AIM OF THE TASK — Among the records that follow, count the lines with the string "main"; report only that count.

SOURCE DATA —
=====
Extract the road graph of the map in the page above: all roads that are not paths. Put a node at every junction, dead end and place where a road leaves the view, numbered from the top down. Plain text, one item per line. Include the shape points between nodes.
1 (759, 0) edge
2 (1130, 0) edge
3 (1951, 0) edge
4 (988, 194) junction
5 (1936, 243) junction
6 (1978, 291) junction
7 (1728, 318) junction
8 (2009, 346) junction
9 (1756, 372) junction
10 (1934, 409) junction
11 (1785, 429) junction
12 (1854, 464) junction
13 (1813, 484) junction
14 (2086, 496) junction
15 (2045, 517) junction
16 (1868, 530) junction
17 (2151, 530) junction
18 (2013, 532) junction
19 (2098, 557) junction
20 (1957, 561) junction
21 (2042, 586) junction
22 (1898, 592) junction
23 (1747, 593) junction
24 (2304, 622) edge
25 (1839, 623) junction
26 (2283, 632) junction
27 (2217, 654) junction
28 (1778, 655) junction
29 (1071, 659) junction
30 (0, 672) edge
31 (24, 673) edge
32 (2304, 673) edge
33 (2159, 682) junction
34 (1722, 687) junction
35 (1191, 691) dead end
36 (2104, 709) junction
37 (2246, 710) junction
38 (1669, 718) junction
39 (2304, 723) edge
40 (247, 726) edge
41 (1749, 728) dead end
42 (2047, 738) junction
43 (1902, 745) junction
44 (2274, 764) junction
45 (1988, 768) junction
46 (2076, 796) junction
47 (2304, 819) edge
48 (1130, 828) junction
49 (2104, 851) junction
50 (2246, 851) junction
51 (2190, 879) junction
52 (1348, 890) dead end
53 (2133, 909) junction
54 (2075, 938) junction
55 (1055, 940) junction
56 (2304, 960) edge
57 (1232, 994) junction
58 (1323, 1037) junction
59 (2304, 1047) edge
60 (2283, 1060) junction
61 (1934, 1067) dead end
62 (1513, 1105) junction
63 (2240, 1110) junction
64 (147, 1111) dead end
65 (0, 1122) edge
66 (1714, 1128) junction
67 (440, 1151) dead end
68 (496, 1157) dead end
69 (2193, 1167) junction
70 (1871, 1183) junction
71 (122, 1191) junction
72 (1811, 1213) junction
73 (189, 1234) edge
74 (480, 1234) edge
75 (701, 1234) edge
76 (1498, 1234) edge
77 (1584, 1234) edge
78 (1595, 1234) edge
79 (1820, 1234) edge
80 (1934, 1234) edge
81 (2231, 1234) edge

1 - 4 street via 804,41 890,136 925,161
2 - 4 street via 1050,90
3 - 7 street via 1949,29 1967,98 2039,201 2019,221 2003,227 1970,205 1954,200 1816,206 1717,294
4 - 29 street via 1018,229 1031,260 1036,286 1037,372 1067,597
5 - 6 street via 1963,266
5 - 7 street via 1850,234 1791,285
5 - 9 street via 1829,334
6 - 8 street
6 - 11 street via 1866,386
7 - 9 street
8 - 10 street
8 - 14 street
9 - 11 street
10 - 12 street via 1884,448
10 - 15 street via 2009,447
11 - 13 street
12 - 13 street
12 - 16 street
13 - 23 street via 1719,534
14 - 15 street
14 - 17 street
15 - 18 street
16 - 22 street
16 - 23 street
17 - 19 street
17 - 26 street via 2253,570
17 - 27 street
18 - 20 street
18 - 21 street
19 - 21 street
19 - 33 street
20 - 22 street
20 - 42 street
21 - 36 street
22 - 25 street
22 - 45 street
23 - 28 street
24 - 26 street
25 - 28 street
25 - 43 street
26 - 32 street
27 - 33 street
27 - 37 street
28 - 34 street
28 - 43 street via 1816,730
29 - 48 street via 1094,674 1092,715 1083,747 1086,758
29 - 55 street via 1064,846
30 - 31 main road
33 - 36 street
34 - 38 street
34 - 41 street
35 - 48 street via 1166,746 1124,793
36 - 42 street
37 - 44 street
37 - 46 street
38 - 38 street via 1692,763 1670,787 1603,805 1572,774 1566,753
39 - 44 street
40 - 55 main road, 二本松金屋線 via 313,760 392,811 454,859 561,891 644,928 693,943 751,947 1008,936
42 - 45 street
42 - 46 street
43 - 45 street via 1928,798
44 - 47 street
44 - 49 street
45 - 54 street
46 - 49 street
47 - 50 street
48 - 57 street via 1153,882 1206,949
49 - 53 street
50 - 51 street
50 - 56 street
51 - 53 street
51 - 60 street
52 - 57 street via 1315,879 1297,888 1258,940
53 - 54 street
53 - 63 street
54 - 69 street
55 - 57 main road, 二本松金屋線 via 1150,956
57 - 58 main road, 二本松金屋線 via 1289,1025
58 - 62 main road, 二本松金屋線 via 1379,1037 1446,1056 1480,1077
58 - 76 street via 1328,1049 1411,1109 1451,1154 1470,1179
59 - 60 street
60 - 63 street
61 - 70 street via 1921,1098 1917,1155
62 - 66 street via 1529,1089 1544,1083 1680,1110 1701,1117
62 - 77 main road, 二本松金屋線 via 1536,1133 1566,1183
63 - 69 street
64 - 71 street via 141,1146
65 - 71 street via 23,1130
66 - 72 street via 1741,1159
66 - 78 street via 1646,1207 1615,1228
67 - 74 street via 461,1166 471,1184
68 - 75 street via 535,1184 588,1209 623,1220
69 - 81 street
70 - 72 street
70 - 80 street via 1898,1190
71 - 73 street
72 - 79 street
=====
SOLUTION — 6